Source data ▸
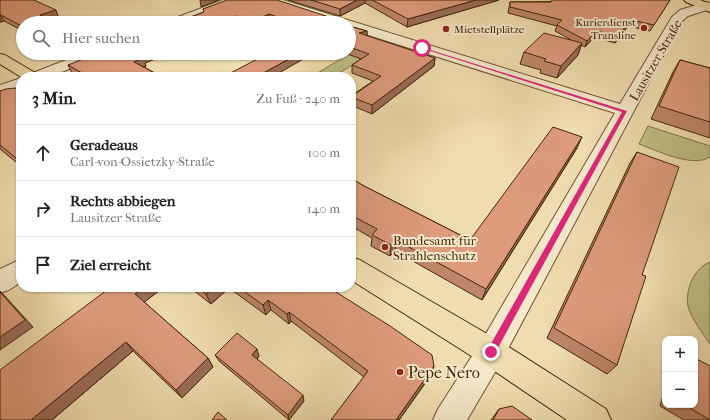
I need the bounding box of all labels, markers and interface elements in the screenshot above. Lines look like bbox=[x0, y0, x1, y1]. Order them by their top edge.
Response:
search box bbox=[16, 16, 356, 60]
place label: Kurierdienst Transline bbox=[575, 16, 637, 42]
street label: Lausitzer Straße bbox=[626, 16, 685, 104]
place label: Mietstellplätze bbox=[454, 23, 525, 36]
marker: Kurierdienst Transline bbox=[639, 23, 649, 33]
marker: Mietstellplätze bbox=[441, 24, 451, 34]
icon: search bbox=[30, 27, 52, 49]
text: Hier suchen bbox=[62, 29, 140, 47]
route start bbox=[413, 39, 431, 57]
text: 3 Min. bbox=[32, 88, 76, 108]
text: Zu Fuß · 240 m bbox=[256, 91, 340, 106]
text: Geradeaus bbox=[70, 136, 138, 154]
icon: ahead bbox=[32, 142, 54, 164]
text: 100 m bbox=[307, 145, 340, 160]
text: Carl-von-Ossietzky-Straße bbox=[70, 154, 215, 169]
text: Rechts abbiegen bbox=[70, 192, 175, 210]
icon: right bbox=[32, 198, 54, 220]
text: 140 m bbox=[307, 201, 340, 216]
text: Lausitzer Straße bbox=[70, 210, 161, 225]
place label: Bundesamt für Strahlenschutz bbox=[393, 233, 477, 263]
marker: Bundesamt für Strahlenschutz bbox=[380, 242, 390, 252]
icon: arrive bbox=[32, 254, 54, 276]
text: Ziel erreicht bbox=[70, 256, 151, 274]
map controls bbox=[662, 336, 698, 408]
button: + bbox=[662, 336, 698, 372]
route end bbox=[482, 343, 500, 361]
place label: Pepe Nero bbox=[408, 363, 480, 382]
marker: Pepe Nero bbox=[395, 367, 405, 377]
button: − bbox=[662, 372, 698, 408]

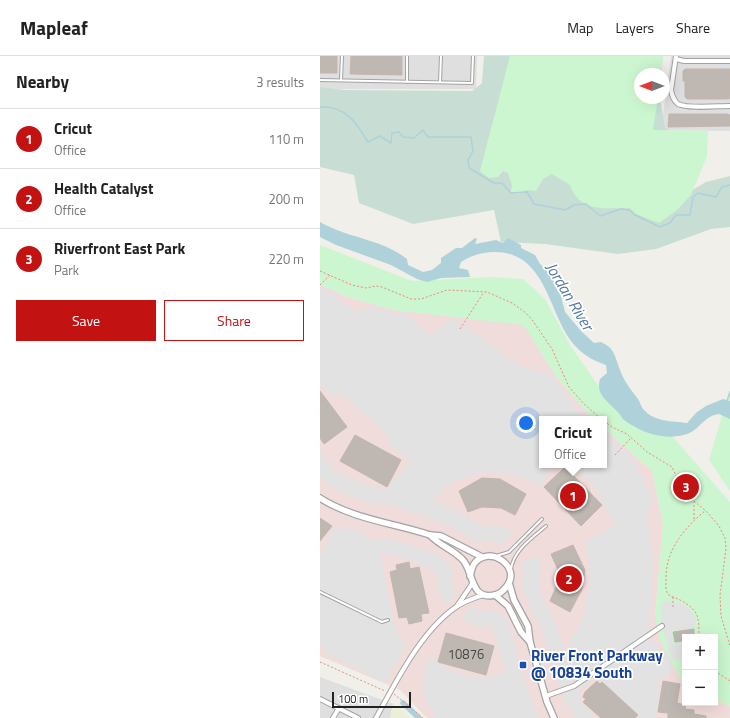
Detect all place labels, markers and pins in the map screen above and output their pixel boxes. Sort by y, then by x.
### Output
pin: 3 [673,472,699,502]
pin: 1 [560,481,586,511]
pin: 2 [556,564,582,594]
place label: River Front Parkway @ 10834 South [531,644,663,684]
marker: River Front Parkway @ 10834 South [518,660,528,670]

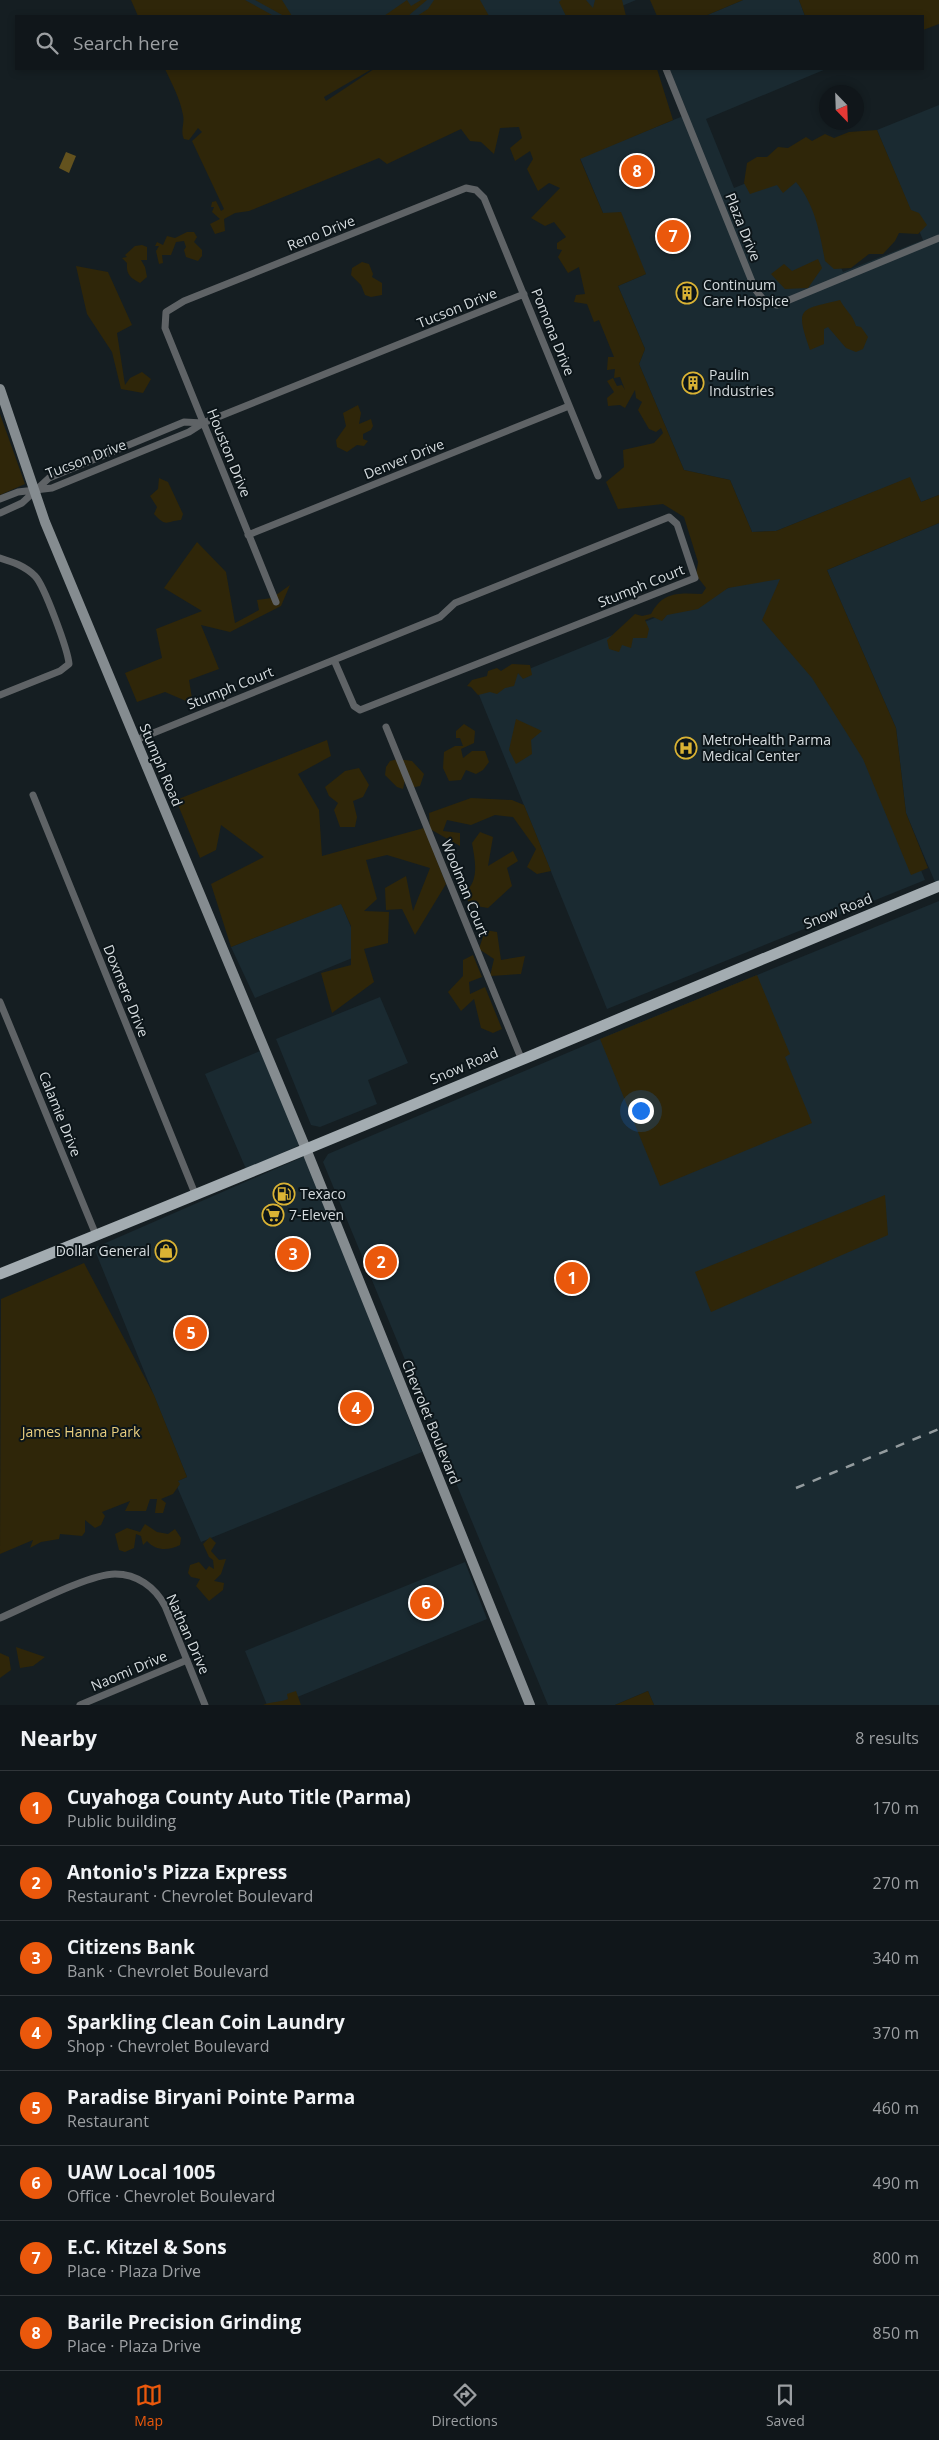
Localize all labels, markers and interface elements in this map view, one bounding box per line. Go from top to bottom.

Task goal ▸
Print all of the entries word for word. Omit the pictures they contain.

Answer box ▸
I need the bounding box of all labels, markers and interface elements in the screenshot above. Lines look like bbox=[x0, y0, x1, y1]. Order them by their top edge.
Response:
search box bbox=[16, 16, 356, 60]
place label: Kurierdienst Transline bbox=[575, 16, 637, 42]
street label: Lausitzer Straße bbox=[626, 16, 685, 104]
place label: Mietstellplätze bbox=[454, 23, 525, 36]
marker: Kurierdienst Transline bbox=[639, 23, 649, 33]
marker: Mietstellplätze bbox=[441, 24, 451, 34]
icon: search bbox=[30, 27, 52, 49]
text: Hier suchen bbox=[62, 29, 140, 47]
route start bbox=[413, 39, 431, 57]
text: 3 Min. bbox=[32, 88, 76, 108]
text: Zu Fuß · 240 m bbox=[256, 91, 340, 106]
text: Geradeaus bbox=[70, 136, 138, 154]
icon: ahead bbox=[32, 142, 54, 164]
text: 100 m bbox=[307, 145, 340, 160]
text: Carl-von-Ossietzky-Straße bbox=[70, 154, 215, 169]
text: Rechts abbiegen bbox=[70, 192, 175, 210]
icon: right bbox=[32, 198, 54, 220]
text: 140 m bbox=[307, 201, 340, 216]
text: Lausitzer Straße bbox=[70, 210, 161, 225]
place label: Bundesamt für Strahlenschutz bbox=[393, 233, 477, 263]
marker: Bundesamt für Strahlenschutz bbox=[380, 242, 390, 252]
icon: arrive bbox=[32, 254, 54, 276]
text: Ziel erreicht bbox=[70, 256, 151, 274]
map controls bbox=[662, 336, 698, 408]
button: + bbox=[662, 336, 698, 372]
route end bbox=[482, 343, 500, 361]
place label: Pepe Nero bbox=[408, 363, 480, 382]
marker: Pepe Nero bbox=[395, 367, 405, 377]
button: − bbox=[662, 372, 698, 408]

Detect all place labels, markers and pins in the map screen above and output their pixel boxes. Sort by y, then by x.
### Output
pin: 3 [673,472,699,502]
pin: 1 [560,481,586,511]
pin: 2 [556,564,582,594]
place label: River Front Parkway @ 10834 South [531,644,663,684]
marker: River Front Parkway @ 10834 South [518,660,528,670]

Localize all labels, markers and interface elements in this map view, one bounding box per line. Go from top to bottom.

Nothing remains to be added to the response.